Book Log #17: Practice Makes Perfect, by Julie James

Practice Makes Perfect

My rating: 3 of 5 stars

Julie James’ first book, Just the Sexiest Man Alive, didn’t do much for me. Fortunately, Practice Makes Perfect worked better for me, otherwise I’d have seriously regretted buying three ebooks of hers at once!

The driving character conflict here has a bit more substance than the first book, which helps. We’ve got our heroine, Payton, who works for the same law firm as our hero, J.D., and it’s established right out of the gate that they vociferously dislike each other. (Which is of course, in Romancelandia, code for “they will be snogging each other’s faces off before we’re halfway through the book”.) The situation is decidedly Not Improved when they discover that someone in the firm is going to get a promotion–but there’s only one promotion slot available. And guess which two members of the firm are up for consideration? They are, of course, forced to work together on a Supremely Important Case, all the while trying very hard to pretend they aren’t noticing one another. With interest.

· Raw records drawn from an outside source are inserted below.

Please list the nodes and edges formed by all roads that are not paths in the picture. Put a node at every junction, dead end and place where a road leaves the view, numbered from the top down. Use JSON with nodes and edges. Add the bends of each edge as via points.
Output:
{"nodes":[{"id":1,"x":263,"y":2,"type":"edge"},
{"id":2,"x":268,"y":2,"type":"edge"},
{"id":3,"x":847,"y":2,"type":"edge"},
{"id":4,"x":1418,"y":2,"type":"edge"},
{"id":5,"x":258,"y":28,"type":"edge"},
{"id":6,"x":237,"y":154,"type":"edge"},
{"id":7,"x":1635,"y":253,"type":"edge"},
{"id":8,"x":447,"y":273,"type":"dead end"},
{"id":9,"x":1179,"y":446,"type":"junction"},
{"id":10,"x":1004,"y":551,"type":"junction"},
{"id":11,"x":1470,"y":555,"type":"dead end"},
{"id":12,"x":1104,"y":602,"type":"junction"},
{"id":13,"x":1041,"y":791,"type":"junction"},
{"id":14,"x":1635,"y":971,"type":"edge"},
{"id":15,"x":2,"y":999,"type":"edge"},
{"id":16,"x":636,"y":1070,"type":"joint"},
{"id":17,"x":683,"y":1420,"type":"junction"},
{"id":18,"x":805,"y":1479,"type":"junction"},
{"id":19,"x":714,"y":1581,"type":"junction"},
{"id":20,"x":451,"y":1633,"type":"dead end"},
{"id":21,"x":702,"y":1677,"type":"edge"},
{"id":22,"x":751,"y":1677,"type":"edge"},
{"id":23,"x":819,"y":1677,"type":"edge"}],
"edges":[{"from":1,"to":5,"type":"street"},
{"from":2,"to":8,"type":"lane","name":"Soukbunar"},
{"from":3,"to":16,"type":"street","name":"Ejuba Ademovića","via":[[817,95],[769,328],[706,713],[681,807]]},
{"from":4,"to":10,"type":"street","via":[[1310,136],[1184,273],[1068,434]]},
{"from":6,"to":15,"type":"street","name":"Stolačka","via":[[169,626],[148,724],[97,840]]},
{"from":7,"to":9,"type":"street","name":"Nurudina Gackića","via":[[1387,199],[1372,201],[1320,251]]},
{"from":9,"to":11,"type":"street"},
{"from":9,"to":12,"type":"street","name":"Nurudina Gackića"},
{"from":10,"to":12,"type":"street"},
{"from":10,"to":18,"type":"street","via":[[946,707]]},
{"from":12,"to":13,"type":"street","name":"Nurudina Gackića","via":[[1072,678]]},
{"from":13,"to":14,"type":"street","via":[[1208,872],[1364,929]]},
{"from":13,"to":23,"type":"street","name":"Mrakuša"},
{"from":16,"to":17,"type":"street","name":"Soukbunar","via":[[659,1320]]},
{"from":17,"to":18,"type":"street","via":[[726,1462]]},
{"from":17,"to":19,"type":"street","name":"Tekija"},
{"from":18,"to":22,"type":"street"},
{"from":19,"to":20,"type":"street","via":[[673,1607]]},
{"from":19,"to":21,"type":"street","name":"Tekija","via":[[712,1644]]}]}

Though I did like this one better than the first, still, though, this one plays as awfully heteronormative to me. Payton’s supposed to be a strident feminist, while J.D. stays just far enough on the good line of the line between “conversative” and “outright sexist jerk” that I did make it to the end of the book without wanting to punch him. So a lot of the conflict between them is driven by their perceptions of each other’s gender politics, but it’s presented in such a simplistic way that I wound up having a strange reaction to it–I was all “wait, there are still novels that have such watered-down gender politics as their character conflict?” And then I remembered that, yeah, well, these things still happen in real life, so. And some readers may get their first exposure to these sorts of questions through even such light fare as a romance novel.

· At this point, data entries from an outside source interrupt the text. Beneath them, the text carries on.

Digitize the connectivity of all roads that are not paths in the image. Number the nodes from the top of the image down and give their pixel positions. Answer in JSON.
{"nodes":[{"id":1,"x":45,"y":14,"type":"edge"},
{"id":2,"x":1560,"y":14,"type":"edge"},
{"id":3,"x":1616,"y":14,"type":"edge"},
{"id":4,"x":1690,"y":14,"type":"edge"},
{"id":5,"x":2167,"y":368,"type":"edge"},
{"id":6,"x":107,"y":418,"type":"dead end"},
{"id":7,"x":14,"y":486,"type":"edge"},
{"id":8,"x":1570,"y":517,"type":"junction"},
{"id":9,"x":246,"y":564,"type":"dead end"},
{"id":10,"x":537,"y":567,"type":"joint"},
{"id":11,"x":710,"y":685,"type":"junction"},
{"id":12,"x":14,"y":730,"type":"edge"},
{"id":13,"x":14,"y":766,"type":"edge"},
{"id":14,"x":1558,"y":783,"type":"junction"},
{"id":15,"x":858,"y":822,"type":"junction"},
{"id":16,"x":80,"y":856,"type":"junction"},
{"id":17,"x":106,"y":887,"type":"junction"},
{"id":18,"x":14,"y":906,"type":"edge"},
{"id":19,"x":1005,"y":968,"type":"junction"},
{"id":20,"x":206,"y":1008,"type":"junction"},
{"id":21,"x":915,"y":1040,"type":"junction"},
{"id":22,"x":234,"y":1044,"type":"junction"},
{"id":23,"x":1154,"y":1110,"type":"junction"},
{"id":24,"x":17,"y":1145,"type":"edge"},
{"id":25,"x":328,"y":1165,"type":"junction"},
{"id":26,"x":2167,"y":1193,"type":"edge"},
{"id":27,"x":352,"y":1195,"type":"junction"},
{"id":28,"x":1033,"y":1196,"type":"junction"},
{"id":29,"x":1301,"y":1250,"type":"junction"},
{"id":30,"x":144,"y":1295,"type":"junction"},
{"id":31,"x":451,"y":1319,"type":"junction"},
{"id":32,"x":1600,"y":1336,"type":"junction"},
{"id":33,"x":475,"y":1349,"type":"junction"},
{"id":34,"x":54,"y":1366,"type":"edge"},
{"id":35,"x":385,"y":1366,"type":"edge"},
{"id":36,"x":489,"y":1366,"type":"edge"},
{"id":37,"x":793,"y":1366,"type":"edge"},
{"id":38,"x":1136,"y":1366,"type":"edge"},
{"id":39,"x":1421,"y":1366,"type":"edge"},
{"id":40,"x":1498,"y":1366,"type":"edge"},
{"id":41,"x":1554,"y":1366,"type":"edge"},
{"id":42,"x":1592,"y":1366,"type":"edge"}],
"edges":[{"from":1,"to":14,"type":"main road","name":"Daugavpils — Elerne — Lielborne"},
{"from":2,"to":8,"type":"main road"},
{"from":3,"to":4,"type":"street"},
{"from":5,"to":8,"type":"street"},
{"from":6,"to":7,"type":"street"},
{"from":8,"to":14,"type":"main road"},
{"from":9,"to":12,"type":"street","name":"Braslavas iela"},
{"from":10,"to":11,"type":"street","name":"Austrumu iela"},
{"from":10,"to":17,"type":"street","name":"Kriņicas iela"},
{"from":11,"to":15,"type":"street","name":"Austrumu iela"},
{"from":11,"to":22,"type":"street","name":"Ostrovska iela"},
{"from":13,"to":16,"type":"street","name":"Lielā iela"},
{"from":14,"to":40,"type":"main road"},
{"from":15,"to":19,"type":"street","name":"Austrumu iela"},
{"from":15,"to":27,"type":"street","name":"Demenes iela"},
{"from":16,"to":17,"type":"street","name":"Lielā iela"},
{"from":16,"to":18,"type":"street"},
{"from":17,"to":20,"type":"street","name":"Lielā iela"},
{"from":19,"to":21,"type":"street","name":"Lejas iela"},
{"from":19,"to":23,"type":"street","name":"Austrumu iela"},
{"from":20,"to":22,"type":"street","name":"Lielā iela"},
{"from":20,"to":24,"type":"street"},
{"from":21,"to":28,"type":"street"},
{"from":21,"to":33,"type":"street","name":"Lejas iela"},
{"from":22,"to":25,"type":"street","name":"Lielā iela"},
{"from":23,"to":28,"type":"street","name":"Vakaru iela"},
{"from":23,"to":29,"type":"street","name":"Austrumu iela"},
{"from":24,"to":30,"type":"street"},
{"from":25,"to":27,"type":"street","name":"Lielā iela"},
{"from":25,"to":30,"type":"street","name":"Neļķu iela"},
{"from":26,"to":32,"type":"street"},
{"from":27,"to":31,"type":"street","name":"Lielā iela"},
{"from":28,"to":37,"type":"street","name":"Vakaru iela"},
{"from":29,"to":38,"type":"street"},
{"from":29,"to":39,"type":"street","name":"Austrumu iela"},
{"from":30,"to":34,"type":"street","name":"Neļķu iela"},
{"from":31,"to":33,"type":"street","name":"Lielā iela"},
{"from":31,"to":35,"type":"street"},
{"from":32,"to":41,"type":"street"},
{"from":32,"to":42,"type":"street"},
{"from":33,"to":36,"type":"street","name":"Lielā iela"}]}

But to get back to the overall point, even given the very standard conversative-boy-vs.-liberal-girl conflict, I did enjoy reading this. The main plot of how well Payton and J.D. handle the case they have to handle together is enjoyable enough, and I did like how they eventually ferret out the original cause of their animosity towards each other. Not a terribly substantial book overall, but a perfectly acceptable light read. Three stars.